If this was meant to slow the progress of collegiate women’s basketball, there were 12 players at Ouachita who were too busy to notice. According to the 1907 Ouachitonian, they provided “examples of what girls can do in Athletics” — playing “the fastest ball and more of it than any team in South Arkansas.”

Ouachita’s earliest women’s teams practiced and played outside because there was no gym on campus. For years they played high school or company sponsored teams — even scrimmaged against each other — just for the opportunity to compete. They had to catch rides to games. Call their games and clear the court when men’s games started. Play without benefit of basketball scholarships to help pay for school.

Still, this sisterhood kept bringing its unmistakable roar and undeniable love for the game. And their perseverance paid off, shaping women’s Tiger basketball today. When Moffatt returned in 1965 as head coach of the Ouachita College Tigerettes, she began a 20-year run that ushered the team into national prominence and set the stage for players and coaches who would come after her to continue elevating the program.

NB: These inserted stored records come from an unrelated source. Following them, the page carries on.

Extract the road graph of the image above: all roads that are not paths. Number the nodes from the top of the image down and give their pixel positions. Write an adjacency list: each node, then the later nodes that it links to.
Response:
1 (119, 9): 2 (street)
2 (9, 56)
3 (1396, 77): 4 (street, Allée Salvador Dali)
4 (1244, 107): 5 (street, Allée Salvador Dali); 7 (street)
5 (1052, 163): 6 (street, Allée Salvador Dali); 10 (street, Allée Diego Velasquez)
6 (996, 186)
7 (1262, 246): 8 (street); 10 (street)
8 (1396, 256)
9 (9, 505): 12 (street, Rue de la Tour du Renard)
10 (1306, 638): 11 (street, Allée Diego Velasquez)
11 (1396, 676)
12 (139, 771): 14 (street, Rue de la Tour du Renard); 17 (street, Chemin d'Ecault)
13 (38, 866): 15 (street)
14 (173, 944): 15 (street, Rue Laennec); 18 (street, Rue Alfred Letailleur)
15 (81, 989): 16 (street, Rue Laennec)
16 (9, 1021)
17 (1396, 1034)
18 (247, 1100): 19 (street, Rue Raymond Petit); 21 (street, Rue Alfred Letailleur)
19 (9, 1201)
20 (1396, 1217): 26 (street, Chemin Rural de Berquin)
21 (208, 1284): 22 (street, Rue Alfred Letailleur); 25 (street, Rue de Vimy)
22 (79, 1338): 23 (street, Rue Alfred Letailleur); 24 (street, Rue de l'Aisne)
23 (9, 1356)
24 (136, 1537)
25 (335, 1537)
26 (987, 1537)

Scroll through the pictorial history captured in the images below which provide the backdrop for a permanent display titled, "Ouachita Women's Basketball: Honoring a history of athletic achievement." Visit Sturgis Physical Education Complex to see the display, housed in the lobby of Bill Vining Arena.

It is to the sisterhood of women Tigers and those who have supported them in establishing their place in Ouachita’s proud athletics tradition that the display is dedicated.